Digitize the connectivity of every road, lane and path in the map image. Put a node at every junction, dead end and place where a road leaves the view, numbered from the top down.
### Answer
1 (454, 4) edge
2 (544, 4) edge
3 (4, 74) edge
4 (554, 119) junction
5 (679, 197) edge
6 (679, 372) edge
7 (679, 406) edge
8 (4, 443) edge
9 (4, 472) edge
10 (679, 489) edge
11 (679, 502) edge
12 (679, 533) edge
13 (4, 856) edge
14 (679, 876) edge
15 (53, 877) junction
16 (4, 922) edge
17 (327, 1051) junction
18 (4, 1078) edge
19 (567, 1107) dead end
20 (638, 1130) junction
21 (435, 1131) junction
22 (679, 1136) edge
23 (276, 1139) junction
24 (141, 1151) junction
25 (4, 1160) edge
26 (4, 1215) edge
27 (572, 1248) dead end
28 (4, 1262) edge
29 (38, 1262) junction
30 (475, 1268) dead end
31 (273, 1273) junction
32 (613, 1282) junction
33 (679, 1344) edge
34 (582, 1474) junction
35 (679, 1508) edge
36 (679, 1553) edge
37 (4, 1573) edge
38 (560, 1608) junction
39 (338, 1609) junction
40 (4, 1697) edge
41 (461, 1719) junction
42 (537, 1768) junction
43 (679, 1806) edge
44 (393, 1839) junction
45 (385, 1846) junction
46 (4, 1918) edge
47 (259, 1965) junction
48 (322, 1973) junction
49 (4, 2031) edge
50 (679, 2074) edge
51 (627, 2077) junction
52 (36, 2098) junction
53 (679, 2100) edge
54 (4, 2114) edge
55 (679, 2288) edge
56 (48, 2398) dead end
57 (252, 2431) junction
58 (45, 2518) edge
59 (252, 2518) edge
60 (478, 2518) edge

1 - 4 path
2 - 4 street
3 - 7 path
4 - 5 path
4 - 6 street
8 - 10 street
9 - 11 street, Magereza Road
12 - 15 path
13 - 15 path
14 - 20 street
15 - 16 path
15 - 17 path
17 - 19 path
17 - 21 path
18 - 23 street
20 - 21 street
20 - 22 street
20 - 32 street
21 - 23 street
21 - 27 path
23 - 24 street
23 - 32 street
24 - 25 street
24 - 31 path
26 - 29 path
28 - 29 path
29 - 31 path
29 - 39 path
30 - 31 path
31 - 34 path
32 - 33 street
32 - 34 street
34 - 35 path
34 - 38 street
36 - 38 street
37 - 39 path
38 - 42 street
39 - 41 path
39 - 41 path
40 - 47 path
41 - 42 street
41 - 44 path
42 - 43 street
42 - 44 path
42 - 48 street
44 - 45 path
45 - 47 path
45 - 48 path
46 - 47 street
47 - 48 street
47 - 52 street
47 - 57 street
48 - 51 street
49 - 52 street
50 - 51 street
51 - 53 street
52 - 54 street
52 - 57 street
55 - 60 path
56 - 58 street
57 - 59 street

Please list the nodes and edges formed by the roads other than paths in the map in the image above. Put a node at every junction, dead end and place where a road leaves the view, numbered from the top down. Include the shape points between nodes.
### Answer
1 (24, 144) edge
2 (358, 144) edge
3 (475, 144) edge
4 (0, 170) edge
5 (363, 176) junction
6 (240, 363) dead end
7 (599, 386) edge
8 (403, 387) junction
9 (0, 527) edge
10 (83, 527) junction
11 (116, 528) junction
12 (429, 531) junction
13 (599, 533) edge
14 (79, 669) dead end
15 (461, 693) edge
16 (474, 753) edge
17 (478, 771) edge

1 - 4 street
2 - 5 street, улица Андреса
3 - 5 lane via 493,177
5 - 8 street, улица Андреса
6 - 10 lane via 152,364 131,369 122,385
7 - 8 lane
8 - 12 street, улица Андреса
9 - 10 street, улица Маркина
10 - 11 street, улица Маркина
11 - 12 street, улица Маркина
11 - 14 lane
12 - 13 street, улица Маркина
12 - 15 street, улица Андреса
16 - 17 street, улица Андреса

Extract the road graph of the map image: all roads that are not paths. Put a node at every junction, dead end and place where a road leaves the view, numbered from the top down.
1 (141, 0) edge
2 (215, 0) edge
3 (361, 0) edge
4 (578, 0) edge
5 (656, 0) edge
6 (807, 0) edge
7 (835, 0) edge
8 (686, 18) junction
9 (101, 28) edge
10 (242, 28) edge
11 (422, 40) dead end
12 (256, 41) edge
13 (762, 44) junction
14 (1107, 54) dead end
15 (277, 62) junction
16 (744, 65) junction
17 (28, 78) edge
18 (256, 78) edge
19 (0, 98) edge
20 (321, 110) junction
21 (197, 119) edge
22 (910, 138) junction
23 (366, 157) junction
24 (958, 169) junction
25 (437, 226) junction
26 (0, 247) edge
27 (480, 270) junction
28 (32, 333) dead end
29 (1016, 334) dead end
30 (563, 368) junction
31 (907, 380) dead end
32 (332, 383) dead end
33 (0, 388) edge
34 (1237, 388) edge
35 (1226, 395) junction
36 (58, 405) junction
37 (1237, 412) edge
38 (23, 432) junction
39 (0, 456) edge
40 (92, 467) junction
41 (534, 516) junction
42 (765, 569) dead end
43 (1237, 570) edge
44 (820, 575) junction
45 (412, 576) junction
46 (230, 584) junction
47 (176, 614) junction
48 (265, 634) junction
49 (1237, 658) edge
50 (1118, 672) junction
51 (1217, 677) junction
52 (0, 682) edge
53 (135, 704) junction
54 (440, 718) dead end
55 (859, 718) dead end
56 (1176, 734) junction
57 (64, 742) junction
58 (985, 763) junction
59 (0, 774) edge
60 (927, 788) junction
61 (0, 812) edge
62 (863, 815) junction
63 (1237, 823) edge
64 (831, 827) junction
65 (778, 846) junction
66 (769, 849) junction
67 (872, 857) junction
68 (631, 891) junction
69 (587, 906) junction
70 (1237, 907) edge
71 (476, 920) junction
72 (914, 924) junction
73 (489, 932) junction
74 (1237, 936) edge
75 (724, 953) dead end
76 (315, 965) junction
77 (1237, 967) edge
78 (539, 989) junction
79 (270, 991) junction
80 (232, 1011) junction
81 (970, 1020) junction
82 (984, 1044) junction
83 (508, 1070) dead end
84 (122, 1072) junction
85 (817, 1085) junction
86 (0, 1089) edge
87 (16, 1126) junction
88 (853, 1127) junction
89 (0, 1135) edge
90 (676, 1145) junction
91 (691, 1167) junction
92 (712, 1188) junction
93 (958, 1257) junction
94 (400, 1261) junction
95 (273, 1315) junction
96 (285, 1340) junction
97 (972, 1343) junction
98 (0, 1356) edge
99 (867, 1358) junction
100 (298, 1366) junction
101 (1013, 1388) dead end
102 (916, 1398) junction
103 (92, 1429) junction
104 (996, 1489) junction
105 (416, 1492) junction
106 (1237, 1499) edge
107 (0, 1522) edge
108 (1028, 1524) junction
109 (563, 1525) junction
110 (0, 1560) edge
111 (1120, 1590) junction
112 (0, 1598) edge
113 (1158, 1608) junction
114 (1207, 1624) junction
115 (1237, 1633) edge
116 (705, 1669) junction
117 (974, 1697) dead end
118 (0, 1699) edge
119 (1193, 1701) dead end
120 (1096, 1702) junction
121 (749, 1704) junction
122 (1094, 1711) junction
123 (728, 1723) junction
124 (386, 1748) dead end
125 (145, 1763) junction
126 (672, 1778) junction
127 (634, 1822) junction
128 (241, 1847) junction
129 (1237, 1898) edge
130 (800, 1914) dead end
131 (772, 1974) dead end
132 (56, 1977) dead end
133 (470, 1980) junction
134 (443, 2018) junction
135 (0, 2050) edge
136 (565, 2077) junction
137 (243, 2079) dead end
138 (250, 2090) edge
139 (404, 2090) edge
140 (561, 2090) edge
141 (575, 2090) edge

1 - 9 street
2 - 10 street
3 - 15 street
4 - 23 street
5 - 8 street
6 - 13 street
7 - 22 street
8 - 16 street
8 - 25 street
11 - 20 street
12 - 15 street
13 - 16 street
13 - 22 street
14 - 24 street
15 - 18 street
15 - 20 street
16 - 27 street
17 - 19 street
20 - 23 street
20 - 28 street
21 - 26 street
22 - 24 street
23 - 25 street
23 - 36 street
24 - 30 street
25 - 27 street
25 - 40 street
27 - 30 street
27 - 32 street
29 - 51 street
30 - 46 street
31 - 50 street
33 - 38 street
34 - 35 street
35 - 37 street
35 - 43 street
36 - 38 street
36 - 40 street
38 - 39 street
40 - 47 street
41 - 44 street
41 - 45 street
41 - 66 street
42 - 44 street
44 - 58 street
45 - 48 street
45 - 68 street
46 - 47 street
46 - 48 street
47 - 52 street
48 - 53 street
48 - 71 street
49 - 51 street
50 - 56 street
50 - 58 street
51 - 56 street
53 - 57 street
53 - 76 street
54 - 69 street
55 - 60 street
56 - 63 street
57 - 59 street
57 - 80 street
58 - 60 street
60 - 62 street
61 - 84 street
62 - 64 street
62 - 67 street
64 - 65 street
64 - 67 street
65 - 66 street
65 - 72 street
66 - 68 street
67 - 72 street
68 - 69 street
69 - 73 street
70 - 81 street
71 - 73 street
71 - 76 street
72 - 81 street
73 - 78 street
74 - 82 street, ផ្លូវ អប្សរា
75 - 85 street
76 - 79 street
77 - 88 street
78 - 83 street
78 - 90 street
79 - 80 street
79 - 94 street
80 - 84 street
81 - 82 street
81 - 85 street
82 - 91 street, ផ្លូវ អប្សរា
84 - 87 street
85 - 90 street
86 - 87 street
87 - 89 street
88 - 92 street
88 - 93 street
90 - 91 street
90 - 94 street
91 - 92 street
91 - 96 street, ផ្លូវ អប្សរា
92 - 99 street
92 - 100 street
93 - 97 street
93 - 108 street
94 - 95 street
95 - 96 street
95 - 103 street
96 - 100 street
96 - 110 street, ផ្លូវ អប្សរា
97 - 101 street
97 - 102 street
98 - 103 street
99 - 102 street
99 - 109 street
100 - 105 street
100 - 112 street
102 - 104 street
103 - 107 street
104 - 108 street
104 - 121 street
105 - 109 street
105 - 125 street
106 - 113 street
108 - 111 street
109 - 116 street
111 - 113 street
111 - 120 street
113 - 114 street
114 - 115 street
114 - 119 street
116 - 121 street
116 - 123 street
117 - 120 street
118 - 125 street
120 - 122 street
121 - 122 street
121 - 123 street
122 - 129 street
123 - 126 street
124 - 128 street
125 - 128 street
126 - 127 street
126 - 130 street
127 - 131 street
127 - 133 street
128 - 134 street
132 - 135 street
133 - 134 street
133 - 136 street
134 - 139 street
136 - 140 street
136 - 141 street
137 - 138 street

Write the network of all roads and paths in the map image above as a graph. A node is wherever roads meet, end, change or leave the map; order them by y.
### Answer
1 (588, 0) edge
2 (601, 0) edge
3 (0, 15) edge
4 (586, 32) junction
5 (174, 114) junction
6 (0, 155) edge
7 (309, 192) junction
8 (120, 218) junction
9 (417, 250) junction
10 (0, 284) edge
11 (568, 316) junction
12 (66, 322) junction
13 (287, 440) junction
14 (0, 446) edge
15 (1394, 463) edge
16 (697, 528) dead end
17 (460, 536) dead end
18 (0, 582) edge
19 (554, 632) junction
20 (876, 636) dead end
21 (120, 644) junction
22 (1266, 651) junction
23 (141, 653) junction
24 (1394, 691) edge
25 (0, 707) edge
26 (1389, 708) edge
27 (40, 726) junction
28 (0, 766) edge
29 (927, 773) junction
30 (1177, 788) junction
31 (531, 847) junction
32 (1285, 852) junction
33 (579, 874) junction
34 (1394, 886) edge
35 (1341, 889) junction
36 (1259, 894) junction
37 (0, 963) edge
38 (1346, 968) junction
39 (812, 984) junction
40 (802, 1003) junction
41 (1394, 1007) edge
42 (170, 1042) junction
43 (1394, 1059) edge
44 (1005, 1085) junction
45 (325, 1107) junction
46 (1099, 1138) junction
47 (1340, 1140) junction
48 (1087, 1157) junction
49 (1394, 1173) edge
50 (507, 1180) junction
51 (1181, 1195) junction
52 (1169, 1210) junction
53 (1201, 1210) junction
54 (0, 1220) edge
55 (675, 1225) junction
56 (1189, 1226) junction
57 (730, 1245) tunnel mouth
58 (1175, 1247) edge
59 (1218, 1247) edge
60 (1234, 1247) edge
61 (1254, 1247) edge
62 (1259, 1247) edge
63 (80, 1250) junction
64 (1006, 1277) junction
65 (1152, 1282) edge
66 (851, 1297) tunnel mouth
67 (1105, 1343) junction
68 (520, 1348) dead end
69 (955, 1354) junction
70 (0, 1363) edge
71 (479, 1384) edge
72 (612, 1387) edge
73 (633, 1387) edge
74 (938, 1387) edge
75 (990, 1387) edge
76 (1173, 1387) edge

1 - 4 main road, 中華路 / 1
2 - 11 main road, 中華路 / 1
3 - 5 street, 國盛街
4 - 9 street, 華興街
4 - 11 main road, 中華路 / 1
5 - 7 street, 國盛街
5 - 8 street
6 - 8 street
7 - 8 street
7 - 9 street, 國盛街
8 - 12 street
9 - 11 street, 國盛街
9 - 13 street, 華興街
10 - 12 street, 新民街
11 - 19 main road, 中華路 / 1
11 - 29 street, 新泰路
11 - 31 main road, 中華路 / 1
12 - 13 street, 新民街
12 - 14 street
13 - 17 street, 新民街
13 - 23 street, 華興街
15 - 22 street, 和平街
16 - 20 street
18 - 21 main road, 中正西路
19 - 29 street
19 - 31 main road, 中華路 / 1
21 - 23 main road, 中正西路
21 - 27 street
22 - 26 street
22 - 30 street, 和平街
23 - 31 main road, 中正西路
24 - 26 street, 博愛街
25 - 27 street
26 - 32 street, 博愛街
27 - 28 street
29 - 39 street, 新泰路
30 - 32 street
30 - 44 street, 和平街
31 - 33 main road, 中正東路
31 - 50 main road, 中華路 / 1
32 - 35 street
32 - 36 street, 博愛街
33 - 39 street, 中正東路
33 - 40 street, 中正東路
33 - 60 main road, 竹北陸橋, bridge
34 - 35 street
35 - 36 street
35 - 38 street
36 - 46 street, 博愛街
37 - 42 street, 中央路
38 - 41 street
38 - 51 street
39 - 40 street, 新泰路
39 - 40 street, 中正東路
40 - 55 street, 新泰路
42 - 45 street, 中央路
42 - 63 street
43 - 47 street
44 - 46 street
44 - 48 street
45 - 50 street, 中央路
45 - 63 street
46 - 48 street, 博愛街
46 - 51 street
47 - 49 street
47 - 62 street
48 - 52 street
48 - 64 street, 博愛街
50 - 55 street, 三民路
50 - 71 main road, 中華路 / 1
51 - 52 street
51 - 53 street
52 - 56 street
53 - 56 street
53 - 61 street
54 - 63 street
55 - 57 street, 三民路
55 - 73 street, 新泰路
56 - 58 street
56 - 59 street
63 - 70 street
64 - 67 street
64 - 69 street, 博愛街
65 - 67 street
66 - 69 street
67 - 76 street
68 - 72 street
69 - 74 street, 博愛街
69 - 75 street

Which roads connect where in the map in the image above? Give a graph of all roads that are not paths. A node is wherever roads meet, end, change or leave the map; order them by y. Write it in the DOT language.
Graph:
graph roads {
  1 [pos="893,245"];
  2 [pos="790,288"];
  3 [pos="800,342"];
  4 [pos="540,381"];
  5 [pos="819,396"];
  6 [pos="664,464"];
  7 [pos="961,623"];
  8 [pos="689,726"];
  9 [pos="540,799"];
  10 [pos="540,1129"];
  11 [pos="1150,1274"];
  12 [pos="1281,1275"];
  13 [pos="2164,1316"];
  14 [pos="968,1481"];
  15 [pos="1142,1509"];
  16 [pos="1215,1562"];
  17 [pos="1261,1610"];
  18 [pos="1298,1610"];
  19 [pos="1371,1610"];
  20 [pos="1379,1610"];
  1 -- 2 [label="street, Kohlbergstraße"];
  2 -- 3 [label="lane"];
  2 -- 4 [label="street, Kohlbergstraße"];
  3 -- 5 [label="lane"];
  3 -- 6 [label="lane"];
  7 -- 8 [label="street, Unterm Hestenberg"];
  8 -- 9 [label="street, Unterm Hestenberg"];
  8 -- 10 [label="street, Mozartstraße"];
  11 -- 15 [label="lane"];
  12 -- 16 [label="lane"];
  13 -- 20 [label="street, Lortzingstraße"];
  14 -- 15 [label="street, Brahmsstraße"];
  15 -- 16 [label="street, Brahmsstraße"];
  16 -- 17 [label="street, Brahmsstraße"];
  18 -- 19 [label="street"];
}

» HOW TO COMPLETE THIS TASK
Scan the material above for the word "Unterm". Copy each line where it occurs.

» RESULT OF THIS EXERCISE
  7 -- 8 [label="street, Unterm Hestenberg"];
  8 -- 9 [label="street, Unterm Hestenberg"];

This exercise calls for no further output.